Also, AI-based production is not going to be binary. It will be a part of media production, rather than simply being AI or not. A lot of the public perception around watermarking and labeling is that it’s a very visible and straightforward yes or no situation. We have to be careful of the messaging we give to the public around what this process needs to be.

We’ve supported initiatives like C2PA and the Content Authenticity Initiative because they understand media production as a process. This includes AI-based media, camera media and digital media of other formats. It also includes editing, which might take place to protect identity for example, like to blur a face. It’s not about an immutable idea that something is AI or not AI at a certain point. It’s about everything as a process in an increasingly complex media and personal communication world.

I see people’s support for labeling and I think people want these signals and I appreciate that. I think the devil is in the details of how to do that. For example, in the watermarking commitments coming out of the White House, one thing we’ve said strongly and very publicly, including in briefings to the National AI Advisory Council and other settings, is that for AI you need to focus on how it was made, not the who and the why.
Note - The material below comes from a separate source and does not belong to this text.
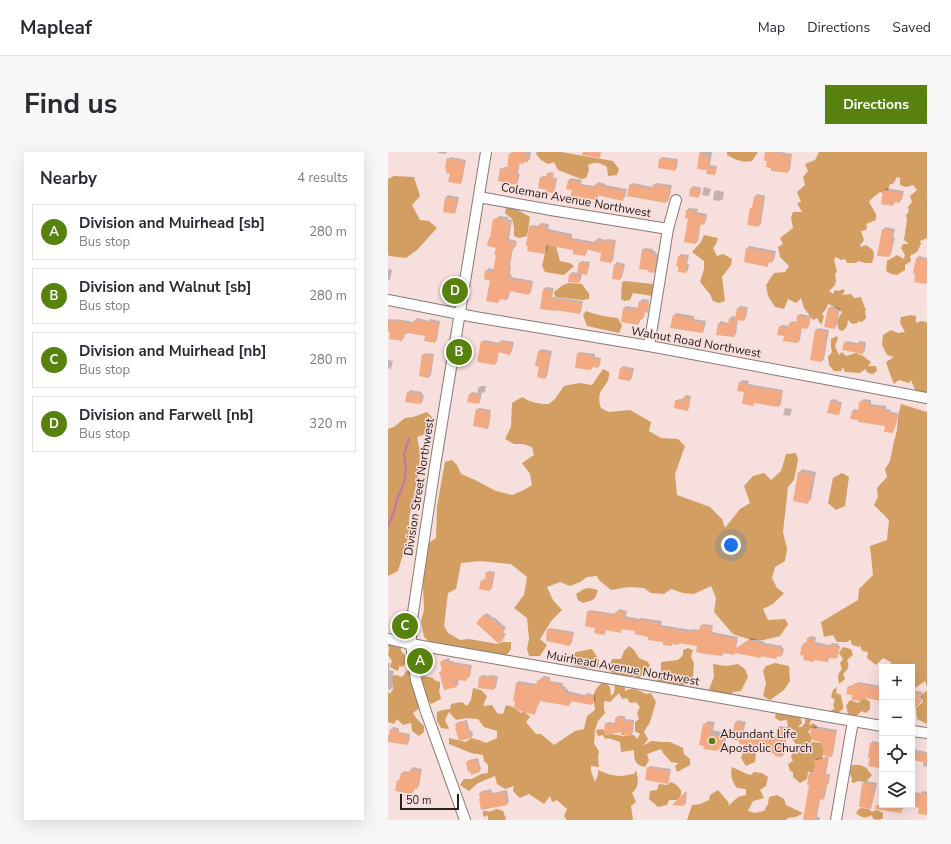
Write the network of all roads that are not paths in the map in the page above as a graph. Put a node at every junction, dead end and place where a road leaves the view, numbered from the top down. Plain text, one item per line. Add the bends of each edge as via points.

So, you need to know if this was made by a particular AI model, or that AI was used in a process, but not who used the tool.
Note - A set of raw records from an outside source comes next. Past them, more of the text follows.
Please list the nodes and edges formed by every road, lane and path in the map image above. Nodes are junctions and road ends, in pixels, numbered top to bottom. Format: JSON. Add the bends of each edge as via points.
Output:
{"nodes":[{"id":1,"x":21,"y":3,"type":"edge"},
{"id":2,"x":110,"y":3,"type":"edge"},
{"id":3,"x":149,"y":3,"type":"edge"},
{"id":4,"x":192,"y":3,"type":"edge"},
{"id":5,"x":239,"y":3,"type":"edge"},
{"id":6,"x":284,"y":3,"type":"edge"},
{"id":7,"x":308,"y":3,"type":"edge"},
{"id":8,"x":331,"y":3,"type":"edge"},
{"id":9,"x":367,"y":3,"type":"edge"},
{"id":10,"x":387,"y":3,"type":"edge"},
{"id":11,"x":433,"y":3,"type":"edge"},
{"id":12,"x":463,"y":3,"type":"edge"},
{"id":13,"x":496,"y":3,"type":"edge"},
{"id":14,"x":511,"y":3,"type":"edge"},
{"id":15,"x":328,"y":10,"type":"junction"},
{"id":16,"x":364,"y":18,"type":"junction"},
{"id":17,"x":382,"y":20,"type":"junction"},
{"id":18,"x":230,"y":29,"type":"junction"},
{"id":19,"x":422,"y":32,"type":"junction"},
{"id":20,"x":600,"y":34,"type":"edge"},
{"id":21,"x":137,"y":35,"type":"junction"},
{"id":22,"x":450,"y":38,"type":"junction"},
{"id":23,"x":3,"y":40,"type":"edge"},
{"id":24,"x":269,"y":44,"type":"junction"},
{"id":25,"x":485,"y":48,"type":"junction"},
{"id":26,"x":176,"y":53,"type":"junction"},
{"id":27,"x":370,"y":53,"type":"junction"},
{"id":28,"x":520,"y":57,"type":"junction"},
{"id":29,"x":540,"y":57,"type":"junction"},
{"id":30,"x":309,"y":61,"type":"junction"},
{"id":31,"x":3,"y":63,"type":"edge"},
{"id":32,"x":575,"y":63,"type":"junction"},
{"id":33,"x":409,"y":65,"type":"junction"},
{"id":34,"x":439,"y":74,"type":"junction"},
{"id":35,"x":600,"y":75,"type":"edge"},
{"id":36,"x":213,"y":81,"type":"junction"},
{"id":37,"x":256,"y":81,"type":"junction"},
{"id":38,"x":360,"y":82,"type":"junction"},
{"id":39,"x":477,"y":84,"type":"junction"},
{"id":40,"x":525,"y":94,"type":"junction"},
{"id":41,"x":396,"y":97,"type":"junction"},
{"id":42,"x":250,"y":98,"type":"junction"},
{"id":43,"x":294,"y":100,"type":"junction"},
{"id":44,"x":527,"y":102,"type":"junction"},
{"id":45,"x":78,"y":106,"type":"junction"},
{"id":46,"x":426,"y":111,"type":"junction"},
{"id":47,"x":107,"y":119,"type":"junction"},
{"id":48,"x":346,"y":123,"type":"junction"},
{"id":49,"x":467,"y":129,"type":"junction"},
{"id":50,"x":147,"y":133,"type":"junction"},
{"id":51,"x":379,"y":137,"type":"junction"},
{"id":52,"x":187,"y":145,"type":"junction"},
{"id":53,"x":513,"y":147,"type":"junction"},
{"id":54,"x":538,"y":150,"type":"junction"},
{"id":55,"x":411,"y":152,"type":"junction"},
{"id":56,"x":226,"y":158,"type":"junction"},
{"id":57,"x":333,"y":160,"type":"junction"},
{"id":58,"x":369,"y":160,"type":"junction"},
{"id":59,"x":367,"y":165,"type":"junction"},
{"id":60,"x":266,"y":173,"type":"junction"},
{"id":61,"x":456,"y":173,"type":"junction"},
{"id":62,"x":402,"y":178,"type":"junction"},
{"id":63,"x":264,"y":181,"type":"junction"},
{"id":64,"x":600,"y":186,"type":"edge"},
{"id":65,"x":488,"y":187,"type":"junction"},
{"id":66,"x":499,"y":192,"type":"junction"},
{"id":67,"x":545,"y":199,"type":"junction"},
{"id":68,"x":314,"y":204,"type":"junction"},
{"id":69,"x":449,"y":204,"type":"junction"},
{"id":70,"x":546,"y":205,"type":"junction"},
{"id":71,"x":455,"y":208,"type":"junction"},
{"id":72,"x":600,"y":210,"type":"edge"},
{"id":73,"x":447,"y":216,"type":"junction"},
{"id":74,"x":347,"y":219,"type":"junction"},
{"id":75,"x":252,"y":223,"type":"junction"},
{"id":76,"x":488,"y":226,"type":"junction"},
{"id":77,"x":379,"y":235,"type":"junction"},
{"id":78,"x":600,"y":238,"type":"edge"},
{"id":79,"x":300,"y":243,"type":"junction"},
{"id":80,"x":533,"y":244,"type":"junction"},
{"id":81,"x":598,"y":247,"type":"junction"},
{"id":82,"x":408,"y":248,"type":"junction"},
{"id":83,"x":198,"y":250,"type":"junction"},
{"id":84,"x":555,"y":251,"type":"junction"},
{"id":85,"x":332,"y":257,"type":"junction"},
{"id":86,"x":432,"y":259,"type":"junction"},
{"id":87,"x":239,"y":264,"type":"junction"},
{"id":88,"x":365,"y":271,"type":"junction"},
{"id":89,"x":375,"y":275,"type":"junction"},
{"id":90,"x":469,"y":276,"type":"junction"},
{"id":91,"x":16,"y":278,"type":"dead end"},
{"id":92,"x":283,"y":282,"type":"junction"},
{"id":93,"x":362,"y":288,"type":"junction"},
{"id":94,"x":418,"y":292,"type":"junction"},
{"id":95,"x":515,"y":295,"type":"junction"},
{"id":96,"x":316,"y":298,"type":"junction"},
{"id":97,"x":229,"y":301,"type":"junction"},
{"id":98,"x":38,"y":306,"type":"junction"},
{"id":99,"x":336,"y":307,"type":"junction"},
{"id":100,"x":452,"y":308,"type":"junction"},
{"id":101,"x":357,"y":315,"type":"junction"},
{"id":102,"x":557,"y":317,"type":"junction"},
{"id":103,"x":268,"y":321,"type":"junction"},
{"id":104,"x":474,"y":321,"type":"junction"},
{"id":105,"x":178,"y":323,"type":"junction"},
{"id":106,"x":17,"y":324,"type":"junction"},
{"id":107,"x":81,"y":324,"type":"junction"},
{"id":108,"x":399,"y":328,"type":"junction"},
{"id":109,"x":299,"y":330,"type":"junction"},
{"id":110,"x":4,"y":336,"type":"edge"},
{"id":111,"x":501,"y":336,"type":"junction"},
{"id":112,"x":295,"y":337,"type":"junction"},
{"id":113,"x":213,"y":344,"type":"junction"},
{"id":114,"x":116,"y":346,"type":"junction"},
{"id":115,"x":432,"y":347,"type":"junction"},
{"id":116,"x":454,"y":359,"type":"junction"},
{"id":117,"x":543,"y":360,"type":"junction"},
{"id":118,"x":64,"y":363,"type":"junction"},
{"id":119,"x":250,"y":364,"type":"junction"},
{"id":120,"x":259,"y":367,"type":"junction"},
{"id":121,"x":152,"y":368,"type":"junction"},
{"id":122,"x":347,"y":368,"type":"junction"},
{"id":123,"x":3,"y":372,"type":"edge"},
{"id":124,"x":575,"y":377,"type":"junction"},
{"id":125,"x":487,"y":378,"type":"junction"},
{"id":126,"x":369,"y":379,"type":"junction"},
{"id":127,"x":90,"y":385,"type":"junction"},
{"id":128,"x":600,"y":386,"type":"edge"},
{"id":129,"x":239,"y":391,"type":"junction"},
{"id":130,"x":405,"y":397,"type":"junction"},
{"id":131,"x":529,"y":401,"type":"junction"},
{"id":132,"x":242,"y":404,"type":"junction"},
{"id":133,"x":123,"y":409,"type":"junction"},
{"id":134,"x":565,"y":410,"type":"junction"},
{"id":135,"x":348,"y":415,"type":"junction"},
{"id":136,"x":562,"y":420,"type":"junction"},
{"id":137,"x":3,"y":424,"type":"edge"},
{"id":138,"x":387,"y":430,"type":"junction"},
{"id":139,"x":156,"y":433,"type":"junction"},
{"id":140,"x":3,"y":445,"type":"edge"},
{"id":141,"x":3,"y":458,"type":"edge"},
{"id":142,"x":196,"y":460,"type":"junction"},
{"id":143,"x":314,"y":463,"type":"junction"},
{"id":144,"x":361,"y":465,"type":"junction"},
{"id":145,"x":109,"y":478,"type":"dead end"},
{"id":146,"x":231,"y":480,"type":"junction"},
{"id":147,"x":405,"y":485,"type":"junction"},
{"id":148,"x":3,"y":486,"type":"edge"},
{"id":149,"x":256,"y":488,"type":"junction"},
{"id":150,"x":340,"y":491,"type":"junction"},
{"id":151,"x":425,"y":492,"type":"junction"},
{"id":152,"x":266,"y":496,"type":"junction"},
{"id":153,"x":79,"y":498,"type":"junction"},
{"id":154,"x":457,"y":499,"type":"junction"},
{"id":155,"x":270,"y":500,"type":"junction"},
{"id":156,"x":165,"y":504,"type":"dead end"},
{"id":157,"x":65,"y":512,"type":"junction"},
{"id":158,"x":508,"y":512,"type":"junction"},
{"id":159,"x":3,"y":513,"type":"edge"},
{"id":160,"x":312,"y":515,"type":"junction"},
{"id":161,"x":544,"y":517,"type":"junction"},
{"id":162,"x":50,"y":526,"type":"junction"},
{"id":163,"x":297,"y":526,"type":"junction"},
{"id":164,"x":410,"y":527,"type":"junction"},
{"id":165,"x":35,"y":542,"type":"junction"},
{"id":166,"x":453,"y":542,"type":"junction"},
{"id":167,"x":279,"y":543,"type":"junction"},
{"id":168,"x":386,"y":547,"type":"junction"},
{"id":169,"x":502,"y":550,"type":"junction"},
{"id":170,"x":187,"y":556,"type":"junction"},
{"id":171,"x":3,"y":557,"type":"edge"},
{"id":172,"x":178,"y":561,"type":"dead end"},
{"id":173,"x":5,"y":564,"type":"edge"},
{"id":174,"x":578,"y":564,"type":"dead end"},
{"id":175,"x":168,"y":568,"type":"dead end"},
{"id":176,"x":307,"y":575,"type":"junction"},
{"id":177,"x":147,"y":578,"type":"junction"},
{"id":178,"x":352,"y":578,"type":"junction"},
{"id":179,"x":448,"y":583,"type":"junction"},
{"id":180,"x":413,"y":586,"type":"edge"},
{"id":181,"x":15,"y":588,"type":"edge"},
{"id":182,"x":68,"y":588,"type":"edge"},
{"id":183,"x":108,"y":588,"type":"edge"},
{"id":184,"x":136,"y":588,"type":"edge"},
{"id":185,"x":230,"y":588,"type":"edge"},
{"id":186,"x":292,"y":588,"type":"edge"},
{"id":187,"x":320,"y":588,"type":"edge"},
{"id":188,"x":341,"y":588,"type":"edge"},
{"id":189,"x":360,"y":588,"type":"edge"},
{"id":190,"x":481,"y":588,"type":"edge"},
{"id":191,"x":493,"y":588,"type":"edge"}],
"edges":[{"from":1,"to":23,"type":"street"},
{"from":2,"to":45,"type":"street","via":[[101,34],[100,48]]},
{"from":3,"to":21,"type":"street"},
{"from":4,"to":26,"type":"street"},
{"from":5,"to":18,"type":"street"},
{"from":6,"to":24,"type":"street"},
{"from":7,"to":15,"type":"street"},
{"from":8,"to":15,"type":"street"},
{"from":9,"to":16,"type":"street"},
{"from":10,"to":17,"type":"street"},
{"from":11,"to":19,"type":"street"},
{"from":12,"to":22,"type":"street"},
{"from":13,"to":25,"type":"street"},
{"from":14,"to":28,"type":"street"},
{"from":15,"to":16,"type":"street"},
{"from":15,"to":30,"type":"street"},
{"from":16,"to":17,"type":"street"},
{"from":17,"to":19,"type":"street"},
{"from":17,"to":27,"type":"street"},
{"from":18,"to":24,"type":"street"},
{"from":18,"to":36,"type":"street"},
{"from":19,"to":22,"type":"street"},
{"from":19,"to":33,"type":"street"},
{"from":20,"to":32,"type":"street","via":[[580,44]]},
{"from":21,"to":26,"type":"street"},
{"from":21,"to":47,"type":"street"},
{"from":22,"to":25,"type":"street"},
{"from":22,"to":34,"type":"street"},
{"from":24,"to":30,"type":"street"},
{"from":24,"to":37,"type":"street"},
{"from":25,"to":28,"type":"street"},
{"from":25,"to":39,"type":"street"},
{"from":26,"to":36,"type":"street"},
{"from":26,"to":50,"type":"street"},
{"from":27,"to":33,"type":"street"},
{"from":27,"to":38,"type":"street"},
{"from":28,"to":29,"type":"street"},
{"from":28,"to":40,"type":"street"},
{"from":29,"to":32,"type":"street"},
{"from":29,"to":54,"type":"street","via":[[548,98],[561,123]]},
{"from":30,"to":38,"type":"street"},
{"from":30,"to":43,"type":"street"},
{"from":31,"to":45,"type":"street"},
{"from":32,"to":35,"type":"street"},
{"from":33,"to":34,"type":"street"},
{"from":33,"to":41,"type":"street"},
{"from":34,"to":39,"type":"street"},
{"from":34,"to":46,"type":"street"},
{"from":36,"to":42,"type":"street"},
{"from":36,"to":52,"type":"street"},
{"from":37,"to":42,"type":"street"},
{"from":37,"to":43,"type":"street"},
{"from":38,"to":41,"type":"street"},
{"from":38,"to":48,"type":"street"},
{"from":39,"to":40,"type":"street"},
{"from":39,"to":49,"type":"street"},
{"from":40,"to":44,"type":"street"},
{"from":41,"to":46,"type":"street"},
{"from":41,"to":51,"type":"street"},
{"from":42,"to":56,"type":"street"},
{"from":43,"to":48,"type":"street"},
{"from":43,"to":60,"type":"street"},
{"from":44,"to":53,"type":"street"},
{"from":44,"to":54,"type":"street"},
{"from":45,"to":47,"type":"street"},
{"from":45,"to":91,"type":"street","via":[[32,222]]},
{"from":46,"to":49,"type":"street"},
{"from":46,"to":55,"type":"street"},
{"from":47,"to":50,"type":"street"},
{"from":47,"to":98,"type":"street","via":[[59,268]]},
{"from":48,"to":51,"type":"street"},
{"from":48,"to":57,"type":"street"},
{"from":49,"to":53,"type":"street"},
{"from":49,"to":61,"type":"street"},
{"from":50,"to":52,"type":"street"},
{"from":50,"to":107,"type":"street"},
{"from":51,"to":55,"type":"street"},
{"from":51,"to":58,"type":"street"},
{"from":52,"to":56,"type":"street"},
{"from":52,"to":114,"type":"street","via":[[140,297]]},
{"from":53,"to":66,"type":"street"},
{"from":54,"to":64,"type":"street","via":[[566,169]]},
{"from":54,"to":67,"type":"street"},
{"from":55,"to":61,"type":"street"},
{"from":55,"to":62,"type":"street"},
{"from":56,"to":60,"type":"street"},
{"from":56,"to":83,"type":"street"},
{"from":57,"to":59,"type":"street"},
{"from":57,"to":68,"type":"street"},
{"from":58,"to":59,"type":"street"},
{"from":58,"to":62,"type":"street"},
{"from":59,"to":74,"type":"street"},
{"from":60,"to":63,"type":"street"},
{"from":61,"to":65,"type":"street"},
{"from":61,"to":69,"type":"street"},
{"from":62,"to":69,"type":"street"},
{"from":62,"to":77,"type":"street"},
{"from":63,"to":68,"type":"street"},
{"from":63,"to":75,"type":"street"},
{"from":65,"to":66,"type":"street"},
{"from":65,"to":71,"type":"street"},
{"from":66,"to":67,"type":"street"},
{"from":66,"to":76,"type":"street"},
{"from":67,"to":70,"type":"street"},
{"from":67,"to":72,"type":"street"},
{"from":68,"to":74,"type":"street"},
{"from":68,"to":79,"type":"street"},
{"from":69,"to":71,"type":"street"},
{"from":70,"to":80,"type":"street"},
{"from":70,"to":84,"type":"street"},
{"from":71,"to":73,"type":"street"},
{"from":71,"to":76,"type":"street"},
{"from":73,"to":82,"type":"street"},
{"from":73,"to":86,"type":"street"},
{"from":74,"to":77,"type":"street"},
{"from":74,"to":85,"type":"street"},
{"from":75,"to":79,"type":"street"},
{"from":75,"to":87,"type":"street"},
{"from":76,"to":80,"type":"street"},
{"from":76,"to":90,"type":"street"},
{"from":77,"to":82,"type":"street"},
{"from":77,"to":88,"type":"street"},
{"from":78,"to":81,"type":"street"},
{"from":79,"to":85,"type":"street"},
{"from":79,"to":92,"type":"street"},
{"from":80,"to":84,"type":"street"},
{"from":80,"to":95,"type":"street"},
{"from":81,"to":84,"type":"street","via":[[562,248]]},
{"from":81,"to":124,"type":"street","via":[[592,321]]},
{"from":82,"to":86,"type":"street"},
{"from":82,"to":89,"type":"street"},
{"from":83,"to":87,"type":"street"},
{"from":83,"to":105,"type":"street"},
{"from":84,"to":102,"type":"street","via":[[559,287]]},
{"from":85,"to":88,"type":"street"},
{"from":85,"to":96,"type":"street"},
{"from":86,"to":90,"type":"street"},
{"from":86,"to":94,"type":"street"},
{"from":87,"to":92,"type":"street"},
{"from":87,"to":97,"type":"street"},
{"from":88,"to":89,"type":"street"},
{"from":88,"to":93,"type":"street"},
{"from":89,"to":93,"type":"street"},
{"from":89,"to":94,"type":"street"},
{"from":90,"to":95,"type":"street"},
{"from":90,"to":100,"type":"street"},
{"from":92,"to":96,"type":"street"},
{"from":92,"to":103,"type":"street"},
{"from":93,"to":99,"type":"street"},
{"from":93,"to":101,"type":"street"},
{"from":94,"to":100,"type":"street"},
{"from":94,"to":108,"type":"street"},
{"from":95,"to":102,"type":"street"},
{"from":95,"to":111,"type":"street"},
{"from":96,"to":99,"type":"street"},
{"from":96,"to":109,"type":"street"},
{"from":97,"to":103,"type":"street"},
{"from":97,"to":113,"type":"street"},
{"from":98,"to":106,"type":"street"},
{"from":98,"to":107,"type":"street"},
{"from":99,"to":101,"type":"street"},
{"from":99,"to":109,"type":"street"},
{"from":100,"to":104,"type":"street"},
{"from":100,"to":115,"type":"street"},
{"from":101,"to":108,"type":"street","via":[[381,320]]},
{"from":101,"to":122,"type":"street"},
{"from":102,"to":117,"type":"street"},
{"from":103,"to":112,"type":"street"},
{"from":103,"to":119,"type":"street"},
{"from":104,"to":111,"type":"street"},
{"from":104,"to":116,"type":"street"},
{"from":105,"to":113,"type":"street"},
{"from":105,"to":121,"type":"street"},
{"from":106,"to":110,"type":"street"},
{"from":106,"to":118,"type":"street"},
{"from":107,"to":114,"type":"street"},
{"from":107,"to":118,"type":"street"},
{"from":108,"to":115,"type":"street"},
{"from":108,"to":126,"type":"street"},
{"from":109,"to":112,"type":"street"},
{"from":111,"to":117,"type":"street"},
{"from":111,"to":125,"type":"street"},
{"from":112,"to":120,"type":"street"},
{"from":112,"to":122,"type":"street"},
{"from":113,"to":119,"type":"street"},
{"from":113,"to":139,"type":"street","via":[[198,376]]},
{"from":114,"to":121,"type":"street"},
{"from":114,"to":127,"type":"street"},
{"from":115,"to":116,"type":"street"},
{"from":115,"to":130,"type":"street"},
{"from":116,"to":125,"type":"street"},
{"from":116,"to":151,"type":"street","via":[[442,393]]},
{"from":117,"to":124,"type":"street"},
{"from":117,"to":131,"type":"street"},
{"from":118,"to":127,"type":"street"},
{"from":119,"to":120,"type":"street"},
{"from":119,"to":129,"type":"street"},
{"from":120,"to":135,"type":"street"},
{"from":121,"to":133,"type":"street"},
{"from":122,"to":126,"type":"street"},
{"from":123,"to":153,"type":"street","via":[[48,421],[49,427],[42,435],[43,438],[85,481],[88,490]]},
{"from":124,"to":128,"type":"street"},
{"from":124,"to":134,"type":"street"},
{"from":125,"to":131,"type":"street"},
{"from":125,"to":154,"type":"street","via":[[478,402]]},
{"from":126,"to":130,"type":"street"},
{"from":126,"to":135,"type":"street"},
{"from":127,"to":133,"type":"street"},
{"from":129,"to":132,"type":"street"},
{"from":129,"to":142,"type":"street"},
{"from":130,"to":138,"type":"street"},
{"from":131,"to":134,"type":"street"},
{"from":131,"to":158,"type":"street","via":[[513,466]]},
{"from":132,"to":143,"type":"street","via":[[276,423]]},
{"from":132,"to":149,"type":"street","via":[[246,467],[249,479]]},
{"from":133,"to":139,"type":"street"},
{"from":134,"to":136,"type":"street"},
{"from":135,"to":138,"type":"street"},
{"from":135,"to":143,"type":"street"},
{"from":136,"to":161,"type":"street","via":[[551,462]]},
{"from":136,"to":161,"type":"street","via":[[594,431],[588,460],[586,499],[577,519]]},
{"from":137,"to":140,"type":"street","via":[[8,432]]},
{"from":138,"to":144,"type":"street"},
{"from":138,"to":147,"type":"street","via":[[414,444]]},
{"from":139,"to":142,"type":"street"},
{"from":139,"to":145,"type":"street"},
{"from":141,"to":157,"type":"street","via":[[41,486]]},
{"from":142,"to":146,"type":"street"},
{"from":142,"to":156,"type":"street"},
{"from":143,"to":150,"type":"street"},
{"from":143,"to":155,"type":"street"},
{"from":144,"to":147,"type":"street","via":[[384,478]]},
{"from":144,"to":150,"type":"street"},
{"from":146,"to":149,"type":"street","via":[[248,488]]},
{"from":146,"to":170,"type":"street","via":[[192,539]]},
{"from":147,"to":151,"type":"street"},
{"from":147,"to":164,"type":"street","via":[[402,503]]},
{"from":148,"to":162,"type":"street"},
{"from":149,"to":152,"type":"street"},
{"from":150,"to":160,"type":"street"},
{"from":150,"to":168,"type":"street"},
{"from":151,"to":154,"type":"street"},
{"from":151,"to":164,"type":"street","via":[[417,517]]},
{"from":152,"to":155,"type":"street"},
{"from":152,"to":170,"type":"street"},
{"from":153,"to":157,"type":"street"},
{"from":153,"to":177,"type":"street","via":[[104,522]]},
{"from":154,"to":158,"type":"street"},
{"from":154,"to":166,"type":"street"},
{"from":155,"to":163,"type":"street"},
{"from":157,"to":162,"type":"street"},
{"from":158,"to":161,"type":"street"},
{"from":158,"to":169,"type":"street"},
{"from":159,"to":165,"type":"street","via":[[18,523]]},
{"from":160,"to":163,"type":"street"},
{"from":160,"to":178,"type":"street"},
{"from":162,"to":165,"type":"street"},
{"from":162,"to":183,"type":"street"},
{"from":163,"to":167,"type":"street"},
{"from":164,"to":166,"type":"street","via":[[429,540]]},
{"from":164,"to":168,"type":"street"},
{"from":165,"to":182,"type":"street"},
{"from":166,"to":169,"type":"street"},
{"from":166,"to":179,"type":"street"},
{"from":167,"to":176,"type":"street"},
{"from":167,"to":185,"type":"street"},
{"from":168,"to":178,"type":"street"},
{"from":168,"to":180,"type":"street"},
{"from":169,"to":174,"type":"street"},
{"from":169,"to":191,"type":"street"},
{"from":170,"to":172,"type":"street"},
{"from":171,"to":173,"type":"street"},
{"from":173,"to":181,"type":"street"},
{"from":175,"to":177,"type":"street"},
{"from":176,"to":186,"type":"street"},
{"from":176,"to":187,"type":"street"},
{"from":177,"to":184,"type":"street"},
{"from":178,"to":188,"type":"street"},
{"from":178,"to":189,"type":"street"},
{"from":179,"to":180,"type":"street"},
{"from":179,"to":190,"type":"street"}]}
We have to be very careful from a privacy and freedom of expression point of view about making a correlation to identity, particularly when placing these tools in a global context of surveillance and authoritarianism. Although there may be a context where people would like to know the identity of a media maker, that can’t be the general rule. Also, it’s not necessary if we’re trying to understand media as a process.

At the same time, I deeply believe we need to get better at providing this labeling and disclosure to people experiencing media, and some of that labeling might be visible, like with a watermark. However, a significant amount of it is likely to be what we might describe as invisible disclosure, which is machine data that you could easily access in a platform, search engine or app.

Half of our survey respondents are confident in the ability of platforms to detect and handle AI-generated content, such as deepfakes, with a quarter who are very confident and 41% who are not confident at all. What are your thoughts on this?

Sam Gregory: As this is a US survey, there’s skepticism about platform power in the United States. There’s also perhaps an overconfidence of people in the platform’s ability – detection is not yet adequate. There’s not a shared standard on provenance and authenticity the platforms can use. Even now, you can see the platforms are still struggling to write their policies.

Right now, TikTok has been furthest ahead, but a number of platforms have not yet revised their policies, so platforms are not confident from a technical perspective, particularly when you generalize this across a whole range of modes of synthesis and media.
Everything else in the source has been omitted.